■ BRIEF
Drop the pictures, then extract the listing word for word.

☆ ☆ ☆ ☆ ☆

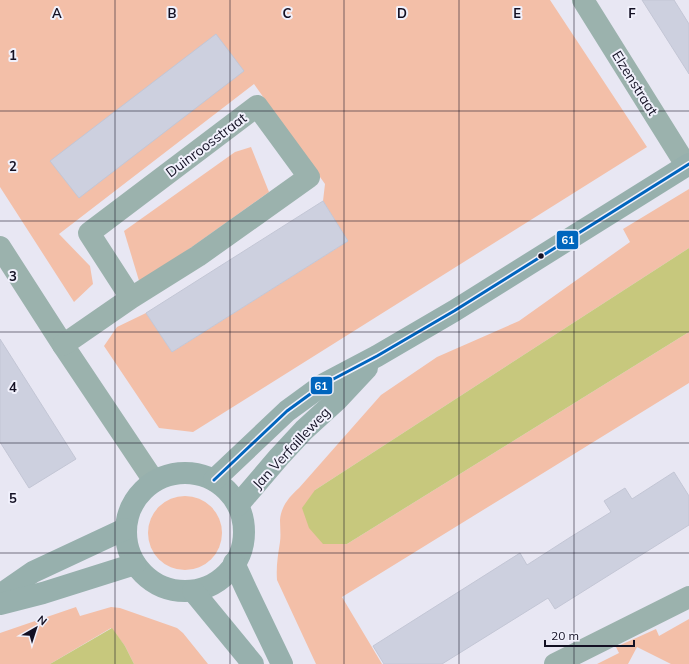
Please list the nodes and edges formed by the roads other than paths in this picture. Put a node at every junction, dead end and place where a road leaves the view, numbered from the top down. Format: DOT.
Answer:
graph roads {
  1 [pos="584,0"];
  2 [pos="688,165"];
  3 [pos="0,247"];
  4 [pos="131,298"];
  5 [pos="63,345"];
  6 [pos="377,356"];
  7 [pos="214,480"];
  8 [pos="154,481"];
  9 [pos="238,505"];
  10 [pos="125,529"];
  11 [pos="234,563"];
  12 [pos="135,564"];
  13 [pos="193,591"];
  14 [pos="0,595"];
  15 [pos="689,597"];
  16 [pos="0,604"];
  17 [pos="253,664"];
  18 [pos="282,664"];
  19 [pos="555,664"];
  1 -- 2 [label="street, Elzenstraat"];
  2 -- 6 [label="street, Jan Verfailleweg"];
  3 -- 5 [label="street"];
  4 -- 4 [label="street, Duinroosstraat"];
  4 -- 5 [label="street, Duinroosstraat"];
  5 -- 8 [label="street"];
  6 -- 7 [label="street, Jan Verfailleweg"];
  6 -- 9 [label="street, Jan Verfailleweg"];
  7 -- 8 [label="street"];
  7 -- 9 [label="street"];
  8 -- 10 [label="street"];
  9 -- 11 [label="street"];
  10 -- 12 [label="street"];
  10 -- 14 [label="street"];
  11 -- 13 [label="street"];
  11 -- 18 [label="street"];
  12 -- 13 [label="street"];
  12 -- 16 [label="street"];
  13 -- 17 [label="street"];
  15 -- 19 [label="street"];
}
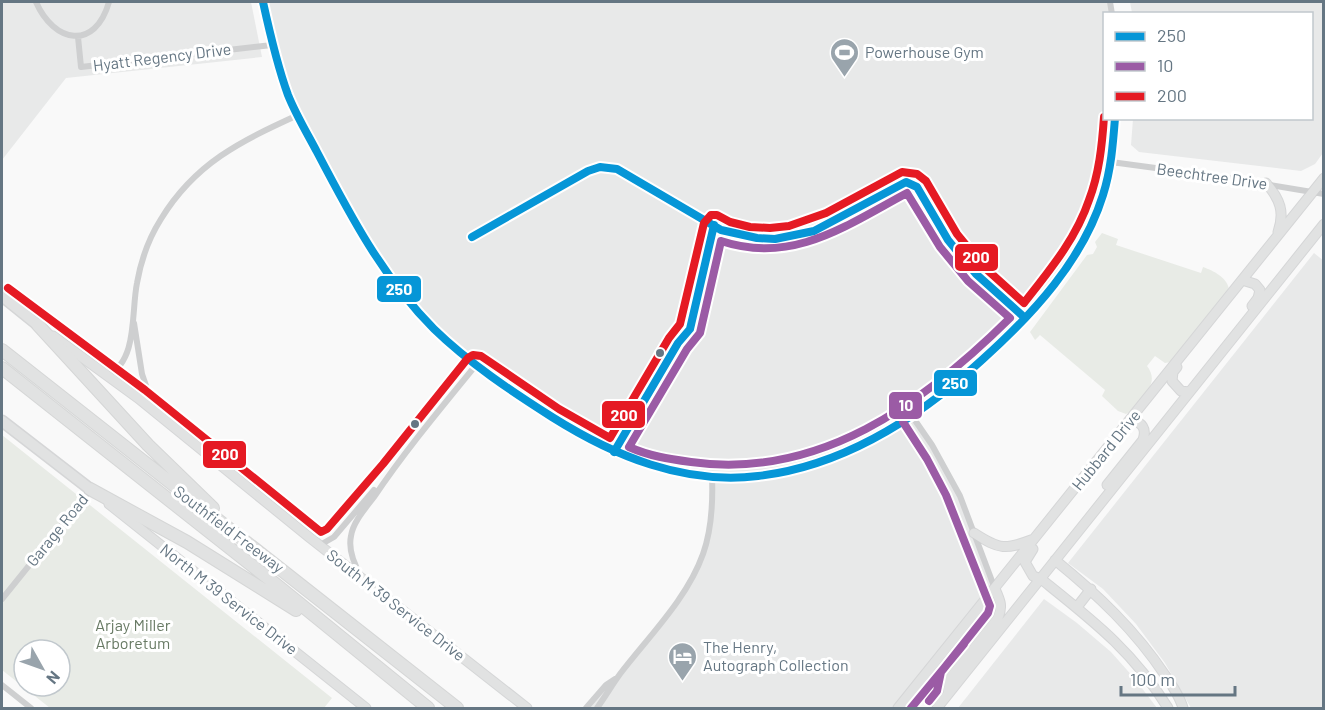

☆ ☆ ☆ ☆ ☆

■ SOLUTION TO THIS EXERCISE
Please list the nodes and edges formed by the roads other than paths in this picture. Put a node at every junction, dead end and place where a road leaves the view, numbered from the top down. Format: DOT.
Answer:
graph roads {
  1 [pos="584,0"];
  2 [pos="688,165"];
  3 [pos="0,247"];
  4 [pos="131,298"];
  5 [pos="63,345"];
  6 [pos="377,356"];
  7 [pos="214,480"];
  8 [pos="154,481"];
  9 [pos="238,505"];
  10 [pos="125,529"];
  11 [pos="234,563"];
  12 [pos="135,564"];
  13 [pos="193,591"];
  14 [pos="0,595"];
  15 [pos="689,597"];
  16 [pos="0,604"];
  17 [pos="253,664"];
  18 [pos="282,664"];
  19 [pos="555,664"];
  1 -- 2 [label="street, Elzenstraat"];
  2 -- 6 [label="street, Jan Verfailleweg"];
  3 -- 5 [label="street"];
  4 -- 4 [label="street, Duinroosstraat"];
  4 -- 5 [label="street, Duinroosstraat"];
  5 -- 8 [label="street"];
  6 -- 7 [label="street, Jan Verfailleweg"];
  6 -- 9 [label="street, Jan Verfailleweg"];
  7 -- 8 [label="street"];
  7 -- 9 [label="street"];
  8 -- 10 [label="street"];
  9 -- 11 [label="street"];
  10 -- 12 [label="street"];
  10 -- 14 [label="street"];
  11 -- 13 [label="street"];
  11 -- 18 [label="street"];
  12 -- 13 [label="street"];
  12 -- 16 [label="street"];
  13 -- 17 [label="street"];
  15 -- 19 [label="street"];
}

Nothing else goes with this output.